Here's where it got interesting. So the hubby took off to run some errands, and I was left at home with the kiddos and my hopes that I would heal miraculously fast so that I could get back to helping out my mom the next day. And as I said before, it's stupid cold. So the kids are trapped in the house, and they're bored. A has been itching to try an experiment he learned about at school where you can make your own rock candy. I decided I could handle helping him try that.
You boil THREE CUPS of sugar with one cup of water, making a thick syrup. He decided he wanted to make it cooler looking, and we added a few drops of BLUE food coloring. (are you getting ahead of me yet?) After you boil it and the sugar is all dissolved, you put the pot in the fridge until you get it to around room temperature. So far so good.
Then I went to check the temperature of it. I hobble to the fridge, open the door, and grab the handle of the pot.
And lost my balance.
Flipped the pot out of the fridge. In my memories, the pot goes flying in the air and spins around several times before bouncing on the floor and spinning to a stop, but I have a feeling it wasn't that dramatic. The end result, however, was that bad. There was BLUE SUGAR SYRUP All. Over. The kitchen. And me and my hideous peg leg. IN MY EYES, PEOPLE! And my new, mostly white kitchen! Oh, the horror.

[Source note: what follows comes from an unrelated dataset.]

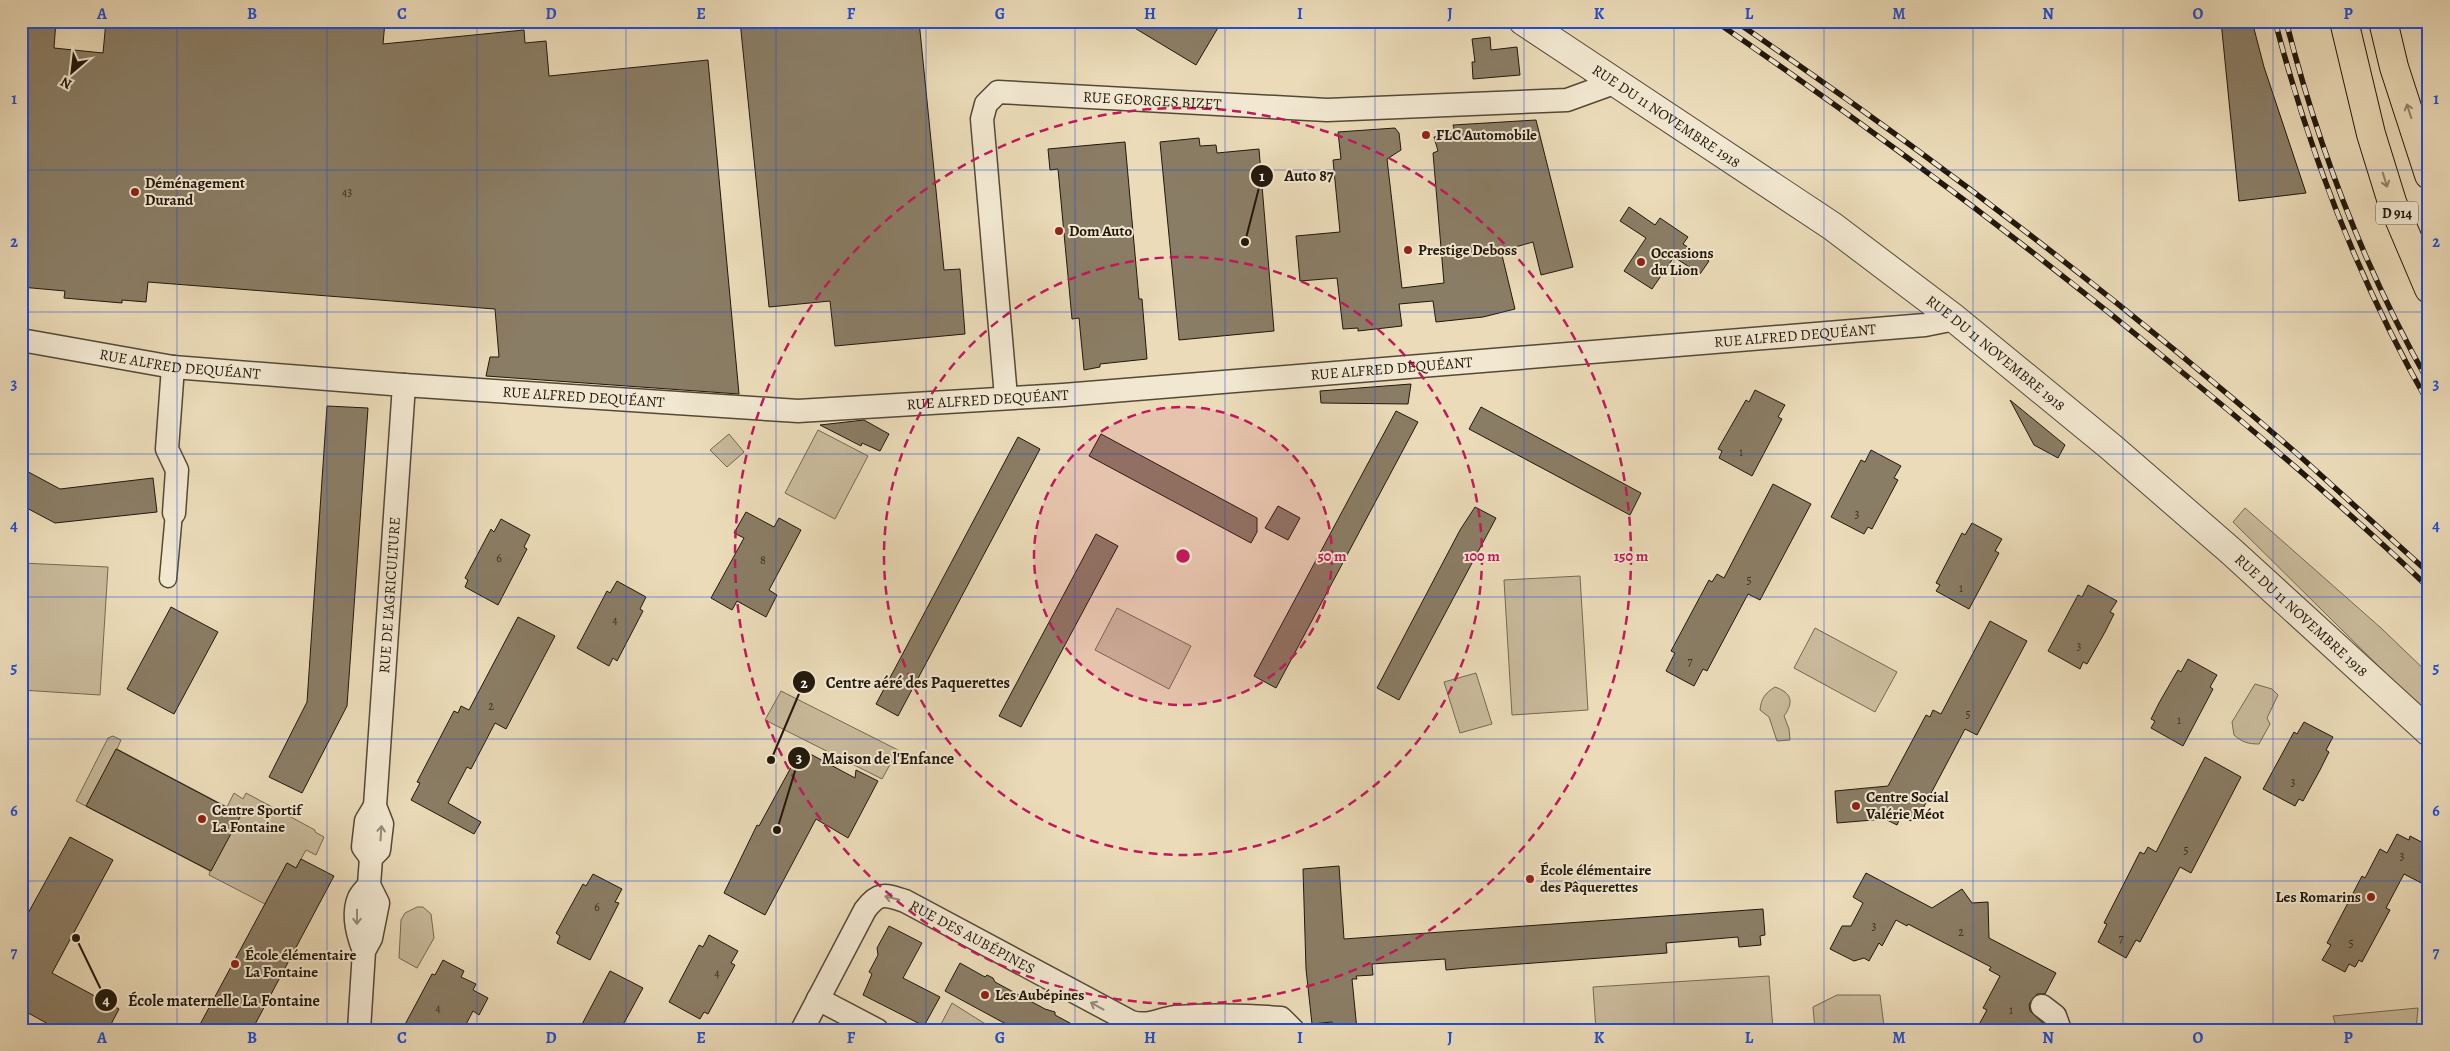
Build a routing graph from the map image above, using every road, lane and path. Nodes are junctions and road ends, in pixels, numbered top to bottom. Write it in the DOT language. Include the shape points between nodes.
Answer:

So I start hollering like a lunatic at the kids: KIDS! QUICK! GRAB TOWELS! GET THEM WET! WE NEED TO CLEAN THIS UP IMMEDIATELY! As I can feel my eyes crystallizing shut from the syrup in my eyelashes.
They come running in, I'm throwing dish towels out of the drawer at them, hobbling around like a wacko as I try to run them under water and I CANNOT BEND DOWN to help. So I keep rinsing their towels out and handing them back, trying to keep my breathing level as the open fridge and freezer drawers are causing my OCD tendencies to flare up. The sweet children that I have somehow been blessed with are frantically trying to wipe up the slop, keep Happy out of the sticky floor, and not contribute to my meltdown.
When I could tell we were almost on top of it, I had to excuse myself to go shower. I was turning into rock candy. Peg-legged rock candy.
And that was pretty much it. It's never boring here at the farm.
I made it to mom's the next day to help with the move, or at least try in my slightly hobbled state. The knee is healing quickly, and I was able to wear the brace for only half the day, and we got quite a bit done!
Then two days ago we were packing up some stuff and I got double-punched in the face.
Two wood slats were leaning up against the counter (picture long, heavy skis). A bunch of family members (moving helpers) and I were standing around planning our next move when they slid down, and in a blink of an eye, hit me on the face, one on either cheek. You could not have recreated the moment if you tried. Freak accident. But AAAUUUUUUGH! Why????? Honestly felt like I got punched on both sides of my face. Hard.
So now I have a bum knee and a bruised face. Awesome. I might wait before I finish my "fake" move.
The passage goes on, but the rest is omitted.